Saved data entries
-----

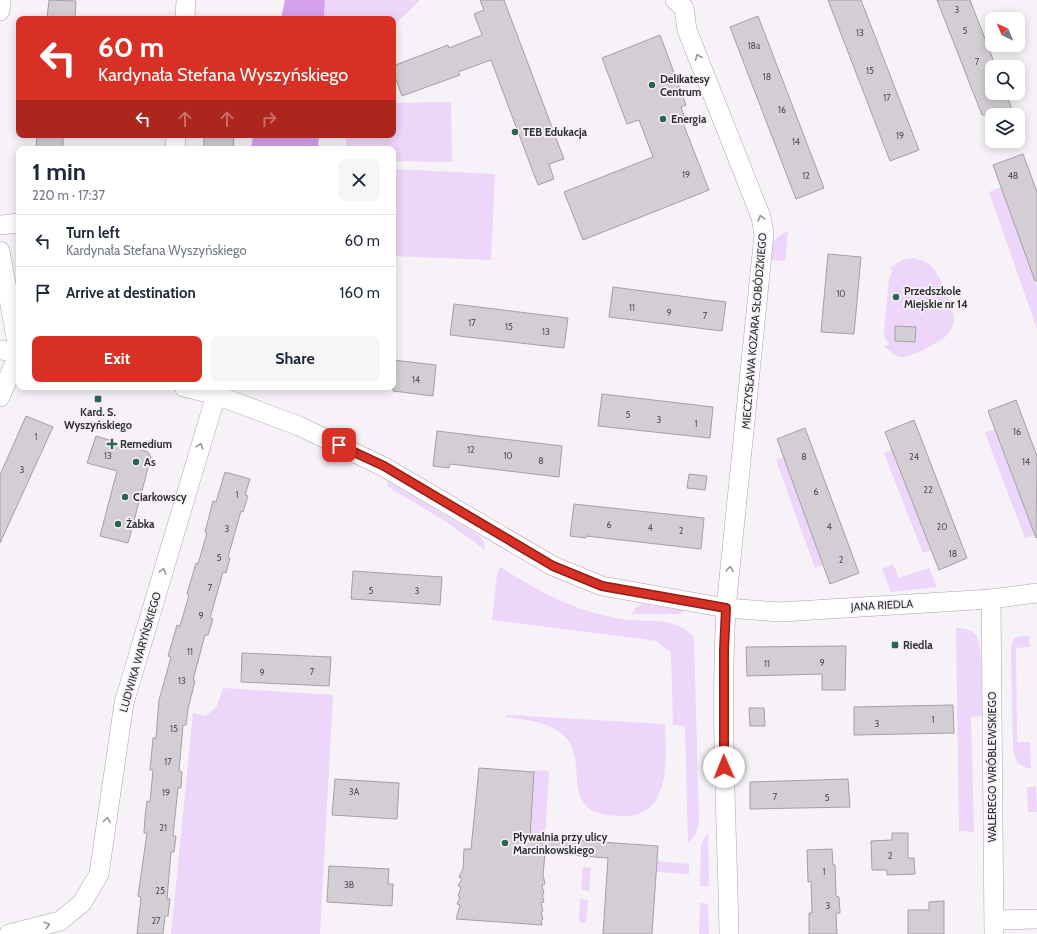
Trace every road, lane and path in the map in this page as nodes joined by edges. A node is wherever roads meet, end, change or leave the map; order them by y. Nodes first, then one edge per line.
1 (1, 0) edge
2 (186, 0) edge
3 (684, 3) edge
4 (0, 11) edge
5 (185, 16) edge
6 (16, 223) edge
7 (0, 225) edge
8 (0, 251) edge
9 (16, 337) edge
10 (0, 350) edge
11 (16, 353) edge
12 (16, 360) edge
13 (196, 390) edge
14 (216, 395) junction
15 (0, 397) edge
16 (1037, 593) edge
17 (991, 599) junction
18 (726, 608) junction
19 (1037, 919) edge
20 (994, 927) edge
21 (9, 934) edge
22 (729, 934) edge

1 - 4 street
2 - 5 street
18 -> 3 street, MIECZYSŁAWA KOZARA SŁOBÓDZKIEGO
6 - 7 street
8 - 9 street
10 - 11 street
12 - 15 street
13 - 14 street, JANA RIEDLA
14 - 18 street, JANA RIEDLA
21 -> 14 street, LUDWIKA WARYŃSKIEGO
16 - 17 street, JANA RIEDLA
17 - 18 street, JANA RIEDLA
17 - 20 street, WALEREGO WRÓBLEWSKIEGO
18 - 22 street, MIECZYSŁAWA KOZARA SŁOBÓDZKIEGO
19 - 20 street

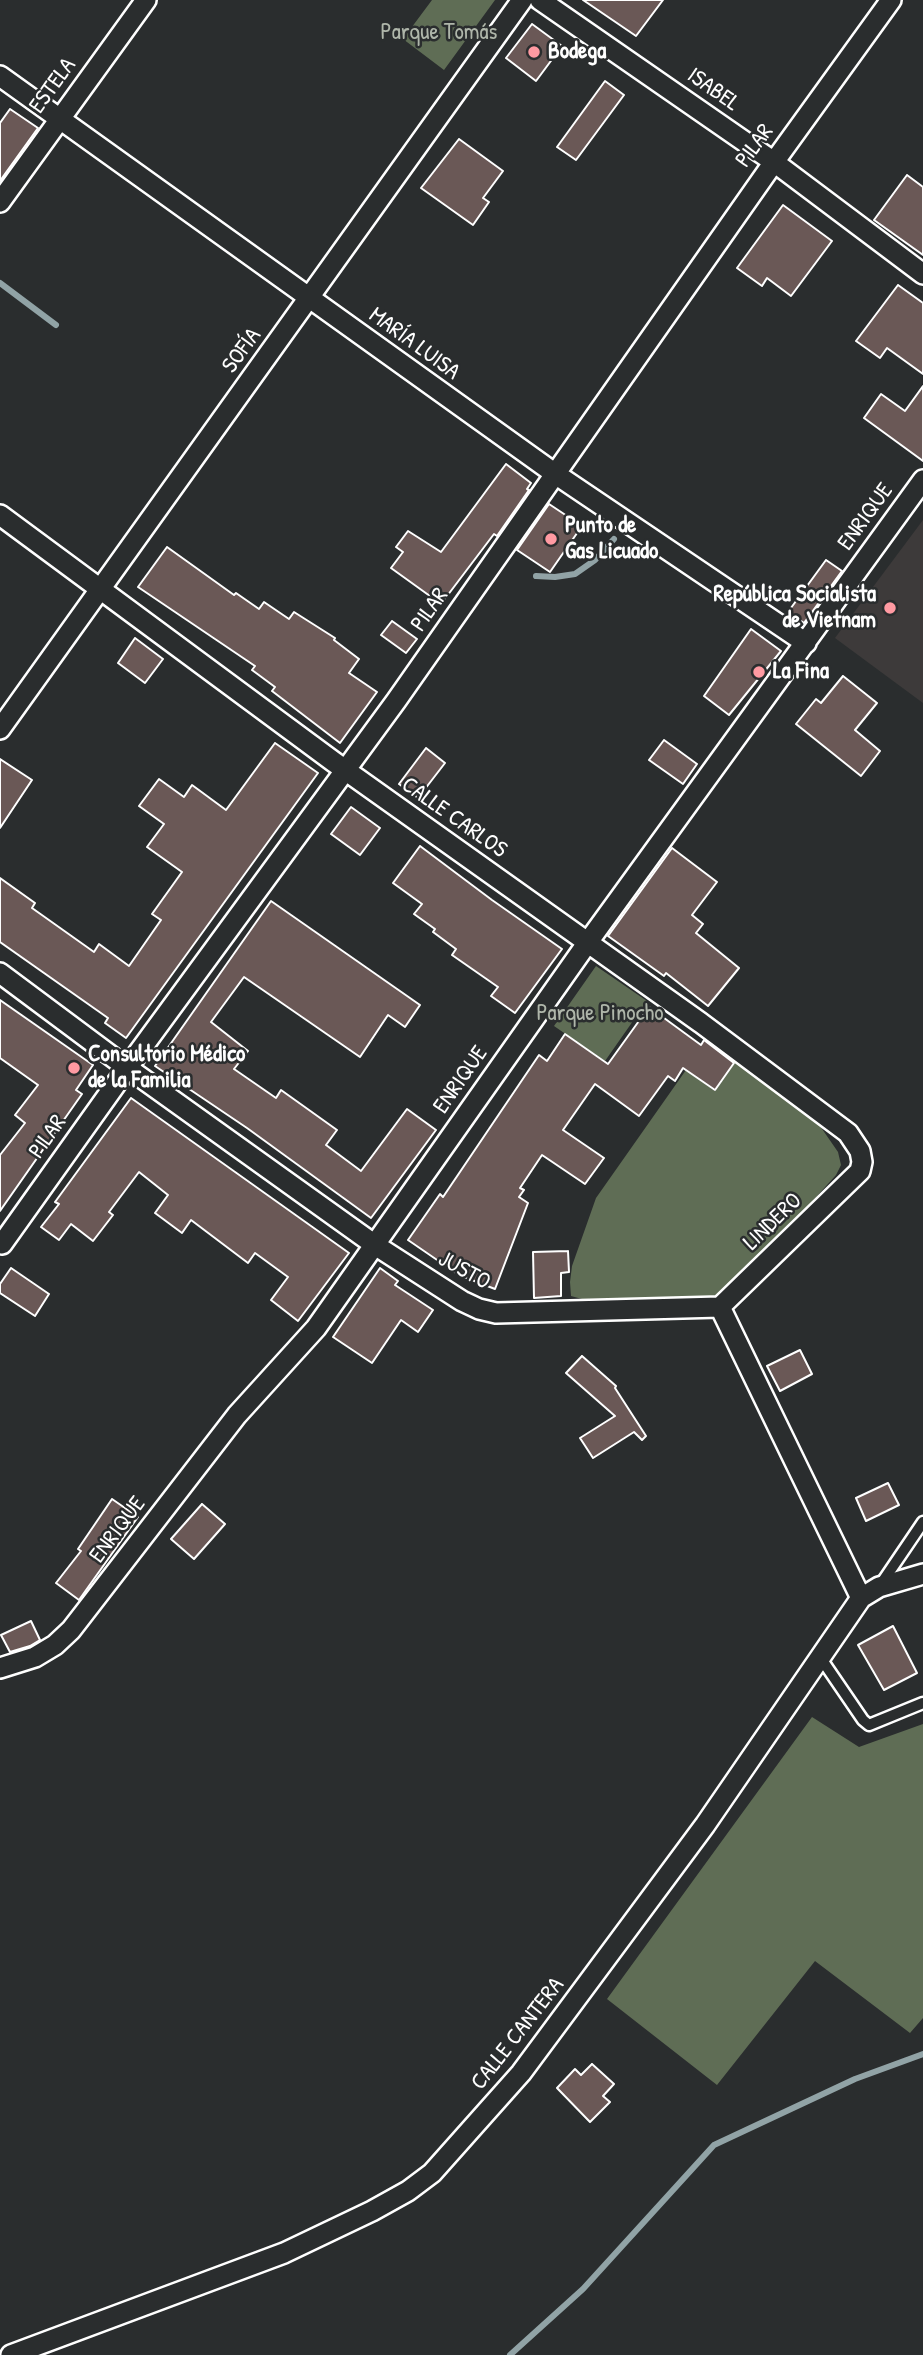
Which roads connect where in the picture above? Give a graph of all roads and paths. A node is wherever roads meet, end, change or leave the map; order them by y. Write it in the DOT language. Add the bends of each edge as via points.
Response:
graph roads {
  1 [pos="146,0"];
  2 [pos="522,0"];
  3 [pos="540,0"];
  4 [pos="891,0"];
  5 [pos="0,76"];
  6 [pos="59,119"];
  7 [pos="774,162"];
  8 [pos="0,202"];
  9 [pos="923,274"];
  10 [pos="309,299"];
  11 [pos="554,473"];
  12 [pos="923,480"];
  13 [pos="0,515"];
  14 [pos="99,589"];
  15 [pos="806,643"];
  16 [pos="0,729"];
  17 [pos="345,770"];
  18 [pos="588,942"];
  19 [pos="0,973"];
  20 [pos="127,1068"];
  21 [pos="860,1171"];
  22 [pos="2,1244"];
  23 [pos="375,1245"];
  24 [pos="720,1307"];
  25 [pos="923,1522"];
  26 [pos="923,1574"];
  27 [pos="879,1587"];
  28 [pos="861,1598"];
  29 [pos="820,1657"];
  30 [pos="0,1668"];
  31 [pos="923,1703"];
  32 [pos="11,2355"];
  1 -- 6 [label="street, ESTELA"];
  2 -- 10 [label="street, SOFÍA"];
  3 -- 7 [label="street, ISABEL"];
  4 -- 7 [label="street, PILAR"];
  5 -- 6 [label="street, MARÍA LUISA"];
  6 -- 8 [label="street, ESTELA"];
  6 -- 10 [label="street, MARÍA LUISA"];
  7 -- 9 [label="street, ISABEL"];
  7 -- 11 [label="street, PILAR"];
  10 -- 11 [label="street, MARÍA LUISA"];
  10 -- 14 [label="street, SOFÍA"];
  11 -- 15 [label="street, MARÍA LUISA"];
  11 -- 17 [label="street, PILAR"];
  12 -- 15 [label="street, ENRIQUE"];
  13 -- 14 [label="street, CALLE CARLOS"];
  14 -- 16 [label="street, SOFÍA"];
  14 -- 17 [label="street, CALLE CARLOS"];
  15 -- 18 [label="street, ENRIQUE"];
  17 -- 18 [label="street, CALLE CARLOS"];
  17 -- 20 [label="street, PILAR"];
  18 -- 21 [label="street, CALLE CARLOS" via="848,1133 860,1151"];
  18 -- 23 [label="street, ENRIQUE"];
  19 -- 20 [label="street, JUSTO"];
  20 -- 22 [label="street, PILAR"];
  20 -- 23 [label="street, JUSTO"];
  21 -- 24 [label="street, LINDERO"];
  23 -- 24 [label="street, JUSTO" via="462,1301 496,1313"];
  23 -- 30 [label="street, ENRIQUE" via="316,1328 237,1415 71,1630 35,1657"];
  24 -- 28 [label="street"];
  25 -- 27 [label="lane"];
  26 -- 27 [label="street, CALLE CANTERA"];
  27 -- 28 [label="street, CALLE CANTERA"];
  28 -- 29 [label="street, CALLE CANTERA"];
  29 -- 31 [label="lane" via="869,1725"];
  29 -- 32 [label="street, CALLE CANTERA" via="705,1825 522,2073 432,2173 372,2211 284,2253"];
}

-----

**Task details:** Work out the number of lines in the entries above that hold the word "SŁOBÓDZKIEGO", giving the number without comment.

**Problem solution:** 2